Task directions.
Please print all of the entries, matching them exactly.

Source material.
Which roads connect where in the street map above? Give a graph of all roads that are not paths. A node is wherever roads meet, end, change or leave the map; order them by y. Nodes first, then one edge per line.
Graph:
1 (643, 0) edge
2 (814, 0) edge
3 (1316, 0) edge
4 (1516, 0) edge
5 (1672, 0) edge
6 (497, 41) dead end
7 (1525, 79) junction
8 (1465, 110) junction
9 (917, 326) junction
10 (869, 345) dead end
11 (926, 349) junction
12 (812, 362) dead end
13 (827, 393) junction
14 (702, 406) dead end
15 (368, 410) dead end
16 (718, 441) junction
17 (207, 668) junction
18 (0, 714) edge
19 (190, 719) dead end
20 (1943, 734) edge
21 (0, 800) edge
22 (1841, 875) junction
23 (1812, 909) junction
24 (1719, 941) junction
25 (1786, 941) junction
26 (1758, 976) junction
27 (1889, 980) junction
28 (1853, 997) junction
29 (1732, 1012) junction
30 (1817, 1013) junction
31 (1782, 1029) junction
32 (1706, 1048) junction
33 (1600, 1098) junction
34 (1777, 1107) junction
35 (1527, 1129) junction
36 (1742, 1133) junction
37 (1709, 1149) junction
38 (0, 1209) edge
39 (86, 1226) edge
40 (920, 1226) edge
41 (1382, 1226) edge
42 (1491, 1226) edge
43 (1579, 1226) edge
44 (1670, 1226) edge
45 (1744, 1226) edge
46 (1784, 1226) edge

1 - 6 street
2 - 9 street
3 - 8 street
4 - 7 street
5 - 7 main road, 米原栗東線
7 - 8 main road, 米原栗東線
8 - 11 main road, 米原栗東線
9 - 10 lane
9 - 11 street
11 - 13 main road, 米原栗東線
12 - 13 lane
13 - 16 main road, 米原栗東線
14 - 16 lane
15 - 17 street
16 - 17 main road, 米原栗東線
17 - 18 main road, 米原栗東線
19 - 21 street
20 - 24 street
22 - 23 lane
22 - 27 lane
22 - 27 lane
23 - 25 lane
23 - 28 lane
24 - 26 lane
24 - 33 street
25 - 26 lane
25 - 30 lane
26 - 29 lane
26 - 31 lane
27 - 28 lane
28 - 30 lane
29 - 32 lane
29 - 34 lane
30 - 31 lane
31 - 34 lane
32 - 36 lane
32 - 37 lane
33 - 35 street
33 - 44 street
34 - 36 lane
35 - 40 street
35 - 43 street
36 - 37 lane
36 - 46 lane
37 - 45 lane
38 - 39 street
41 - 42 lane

Expected answer.
Which roads connect where in the street map above? Give a graph of all roads that are not paths. A node is wherever roads meet, end, change or leave the map; order them by y. Nodes first, then one edge per line.
Graph:
1 (643, 0) edge
2 (814, 0) edge
3 (1316, 0) edge
4 (1516, 0) edge
5 (1672, 0) edge
6 (497, 41) dead end
7 (1525, 79) junction
8 (1465, 110) junction
9 (917, 326) junction
10 (869, 345) dead end
11 (926, 349) junction
12 (812, 362) dead end
13 (827, 393) junction
14 (702, 406) dead end
15 (368, 410) dead end
16 (718, 441) junction
17 (207, 668) junction
18 (0, 714) edge
19 (190, 719) dead end
20 (1943, 734) edge
21 (0, 800) edge
22 (1841, 875) junction
23 (1812, 909) junction
24 (1719, 941) junction
25 (1786, 941) junction
26 (1758, 976) junction
27 (1889, 980) junction
28 (1853, 997) junction
29 (1732, 1012) junction
30 (1817, 1013) junction
31 (1782, 1029) junction
32 (1706, 1048) junction
33 (1600, 1098) junction
34 (1777, 1107) junction
35 (1527, 1129) junction
36 (1742, 1133) junction
37 (1709, 1149) junction
38 (0, 1209) edge
39 (86, 1226) edge
40 (920, 1226) edge
41 (1382, 1226) edge
42 (1491, 1226) edge
43 (1579, 1226) edge
44 (1670, 1226) edge
45 (1744, 1226) edge
46 (1784, 1226) edge

1 - 6 street
2 - 9 street
3 - 8 street
4 - 7 street
5 - 7 main road, 米原栗東線
7 - 8 main road, 米原栗東線
8 - 11 main road, 米原栗東線
9 - 10 lane
9 - 11 street
11 - 13 main road, 米原栗東線
12 - 13 lane
13 - 16 main road, 米原栗東線
14 - 16 lane
15 - 17 street
16 - 17 main road, 米原栗東線
17 - 18 main road, 米原栗東線
19 - 21 street
20 - 24 street
22 - 23 lane
22 - 27 lane
22 - 27 lane
23 - 25 lane
23 - 28 lane
24 - 26 lane
24 - 33 street
25 - 26 lane
25 - 30 lane
26 - 29 lane
26 - 31 lane
27 - 28 lane
28 - 30 lane
29 - 32 lane
29 - 34 lane
30 - 31 lane
31 - 34 lane
32 - 36 lane
32 - 37 lane
33 - 35 street
33 - 44 street
34 - 36 lane
35 - 40 street
35 - 43 street
36 - 37 lane
36 - 46 lane
37 - 45 lane
38 - 39 street
41 - 42 lane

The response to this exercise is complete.